Мужики в деревне недовольны.
-- Ну а что ты мне говоришь? Вот ему и скажите.
-- Угу, ему скажешь, пожалуй. Ну, я поехал. Лен... ты... ему наш разговор не передавай, это между нами...
-- Гуляй, не скажу.
Та же тетка открыла дверь и безмолвно проводила Ленку в небольшую комнатку на втором этаже, с окнами во двор, после чего без единого же слова ушла. Ленка из любопытства выглянула в окно, однако ничего интересного не увидела -- ветки березы закрывали почти весь обзор, а всматриваться вроде бы и некогда.
-- М-м-ф... -- Ленка испуганно обернулась: домашний пес Мурман, дармоед и страшилище, внимательно нюхал пространство за Ленкиной спиной. Уродливая голова словно расслоилась на два уровня, обнажая клыки размером с Ленкины мизинцы -- это Мурман пасть приоткрыл, чтобы слюне свободнее было капать на половицы.
-- Ты что на меня рычишь? -- твердо спросила Ленка, -- тебе что хозяин велел? А? Он велел меня слушаться. Сидеть! -- Ленка с замиранием сердца выкрикнула единственную команду, которую она в эту минуту помнила...
Мурман заколебался, неуверенно вильнул обрубком хвоста и лег. Есть ее нельзя, даже невозможно, а слушаться... да... ее вроде бы надо сегодня слушаться...
-- Ах ты мой зайчик! -- Ленка, как и все зрители-любители чужой домашней живности, немедленно обнаглела, -- А можно я тебя поглажу? Какие у тебя уш... кто их обрезал, бедному несчастному, мы тебя почешем... и брылышки... и спинку... Ой какой ты длинный, что за порода такая?...

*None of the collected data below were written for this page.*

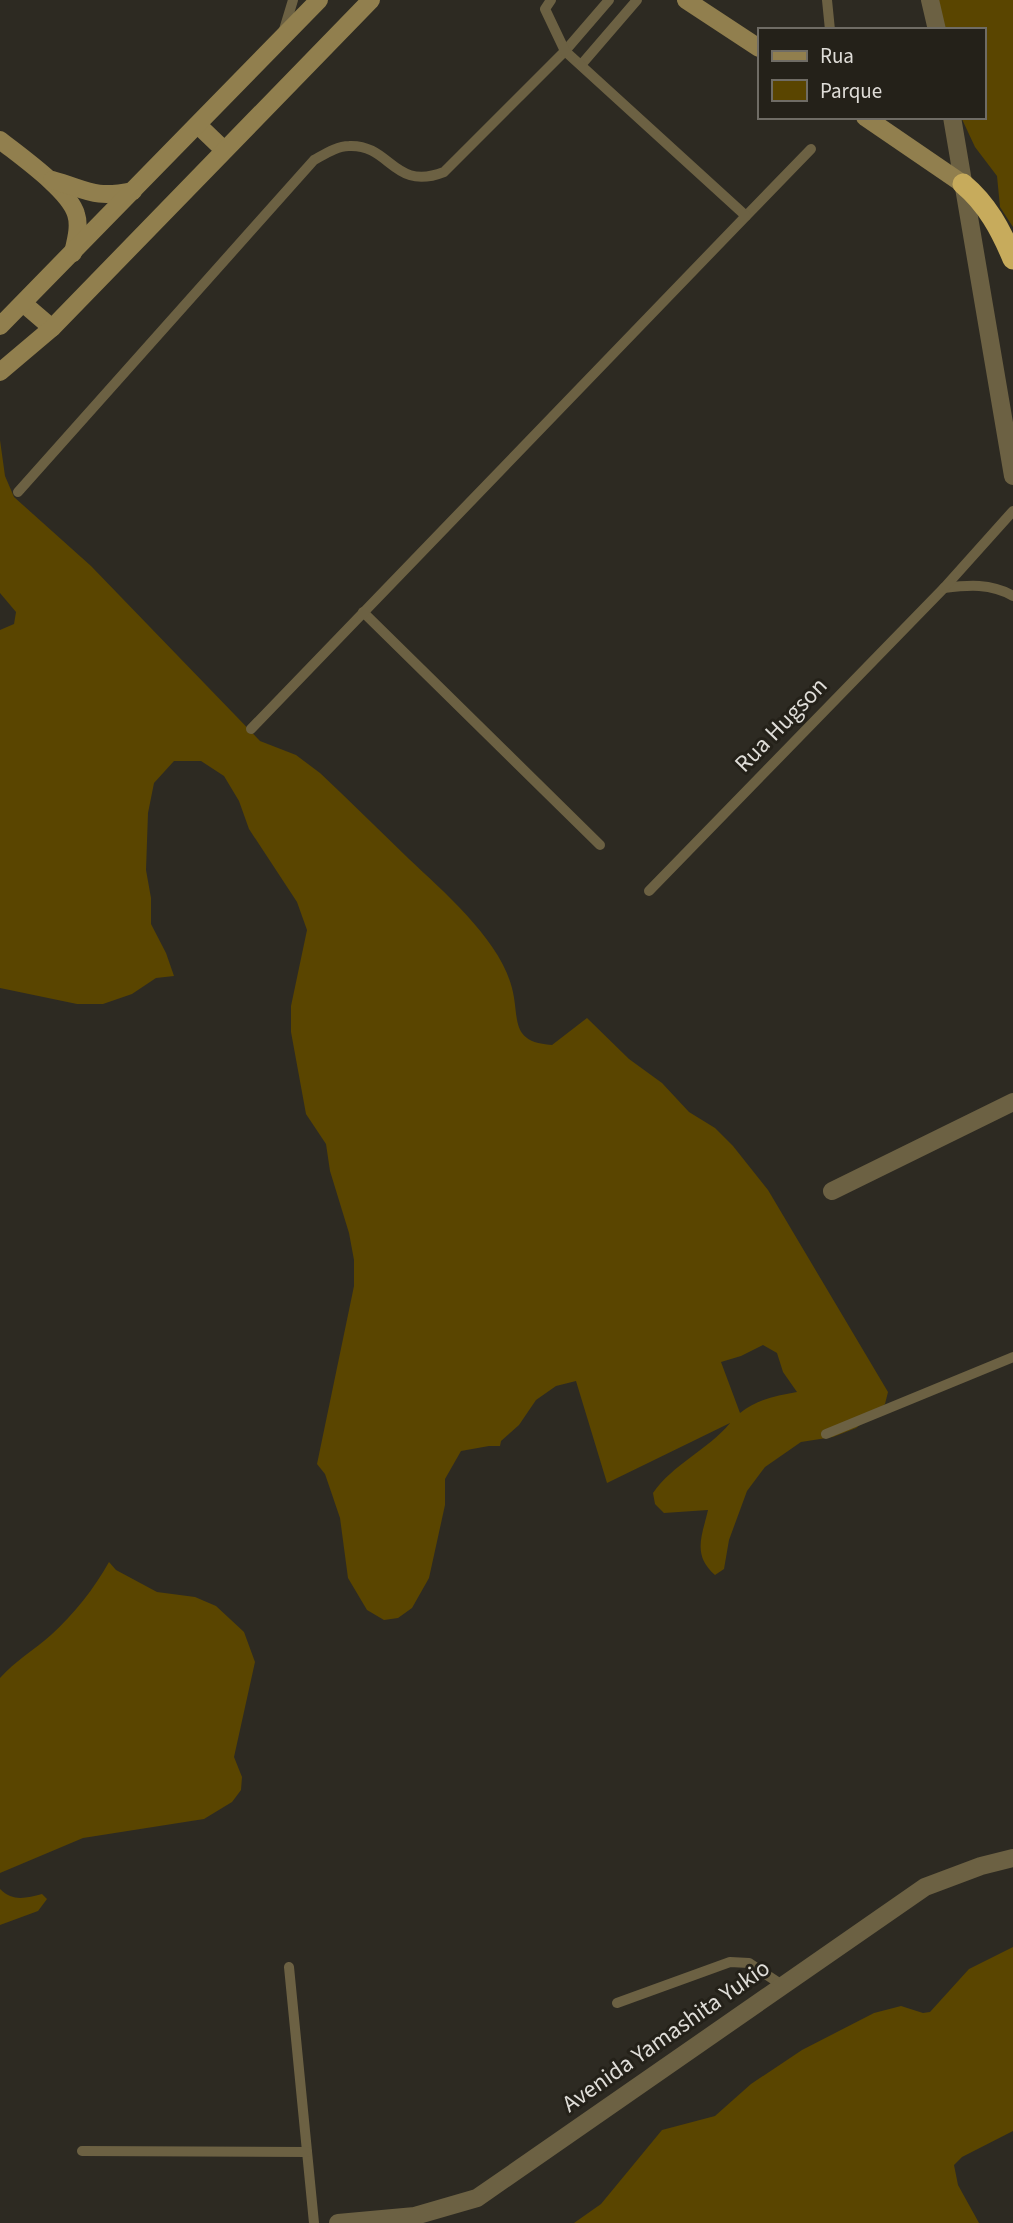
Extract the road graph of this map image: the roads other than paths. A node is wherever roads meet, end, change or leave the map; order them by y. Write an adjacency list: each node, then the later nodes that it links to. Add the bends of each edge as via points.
1 (293, 0): 12 (lane)
2 (319, 0): 12 (main road)
3 (371, 0): 21 (main road)
4 (551, 0): 14 (lane, via 545,9)
5 (609, 0): 14 (lane)
6 (637, 0): 15 (lane)
7 (827, 0): 10 (lane)
8 (930, 0): 11 (street)
9 (694, 2): 13 (main road)
10 (830, 28)
11 (937, 28)
12 (282, 39): 18 (main road)
13 (758, 47)
14 (565, 51): 15 (lane); 33 (lane, via 444,172 429,178 409,177 371,150 351,145 314,160)
15 (581, 65): 25 (lane)
16 (868, 119): 23 (main road)
17 (952, 119): 23 (street)
18 (198, 125): 21 (main road); 24 (main road)
19 (0, 140): 22 (main road)
20 (811, 149): 25 (lane)
21 (224, 150): 30 (main road)
22 (52, 180): 24 (main road, via 97,194); 26 (main road, via 75,210)
23 (963, 184): 27 (highway, via 979,197); 32 (street)
24 (133, 191): 26 (main road)
25 (746, 216): 37 (lane)
26 (73, 253): 28 (main road)
27 (1013, 259)
28 (24, 304): 29 (main road); 30 (main road)
29 (0, 326)
30 (52, 328): 31 (main road)
31 (0, 372)
32 (1013, 476)
33 (18, 492)
34 (1013, 511): 35 (lane, Rua Hugson)
35 (944, 588): 36 (lane, via 974,584); 40 (lane, Rua Hugson)
36 (1013, 596)
37 (363, 612): 38 (lane); 39 (lane)
38 (251, 729)
39 (600, 845)
40 (649, 891)
41 (1011, 1109): 42 (street)
42 (832, 1191)
43 (1013, 1356): 44 (lane)
44 (826, 1434)
45 (1013, 1858): 47 (street, Avenida Yamashita Yukio, via 925,1886)
46 (289, 1966): 50 (lane)
47 (782, 1985): 48 (lane, via 749,1963 730,1962); 52 (street, Avenida Yamashita Yukio, via 477,2198 415,2216)
48 (617, 2003)
49 (82, 2151): 50 (lane)
50 (307, 2152): 51 (lane)
51 (314, 2223)
52 (338, 2223)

Раз приказано слушаться -- надо терпеть. А очень даже и интересно... И не больно ни капельки...
Мурману вдруг явилось смутное, но самое любимое воспоминание: что-то очень далекое и очень хорошее, словно бы теплое большое одеяло, пахнущее мясом и молоком, гладит его со всех сторон, а он маленький и ему весело... Он и сам не заметил, как перевернулся на спину и подставил живот...
-- Ой, Мурман!... -- Пес немедленно вскочил и ощетинился ... ничего подозрительного нигде не было.
Ленка отлетела метра на два, однако, на диво, даже и не ушиблась.
-- Фу, какой ты резкий... Я же сюда не только за тобой, но и за книгой пришла. Ну-ка -- сидеть... лежать, а я сундук открою... Все, книга у меня, мы ее в сумку -- и пошли. Ой, а как же я тебя без поводка и ошейника поведу?
Ленка задумалась, дядя Петя ей ничего на этот счет не сказал, а спросить она забыла по неопытности и незнанию...
-- Будешь идти рядом, рядом -- знаешь такое слово? Молодец, ну пойдем, скажем тете "до свидания" и пойдем... Женщина проводила их до дверей, она тоже ничего не знала про ошейник.
Полдень в деревне Черной, на сонной и жаркой Подгорной почти не души, ребенок у ворот с щенком играется, вдали бабка греется на лавочке... Мурман трусит рядом, с левой стороны. Ленка замедлит шаг -- Мурман тоже, она ускорит -- и пес не отстает. Прошли больше половины пути, осталось миновать кустарники -- и они на месте, но у последнего дома случилось... Одной одуревшей от жары курице вздумалось полетать и она куцым лебедем с высокого забора прыгнула поперек улицы в небо.
Ленке трудно было оценить -- три метра, или пять отделяло ее от земли -- факт тот, что было весьма высоко, и что Мурман прыгнул, достал и еще в полете успел зажевать несчастную курицу больше чем наполовину. Он приземлился мягко, как кошка, на все четыре лапы. Ленка пискнуть не успела, а
Мурман, хрустнув последний раз, проглотил остатки. Чмак, чмак, -- и несколько перьев, единственные следы преступления, были начисто слизаны с дороги счастливым охотником. Он с гордостью посмотрел на новую хозяйку, но одобрения не дождался, напротив, Ленка, пунцовая от стыда и гнева -- глаза не поднять -- почти вбежала в кустарник, Мурман за ней.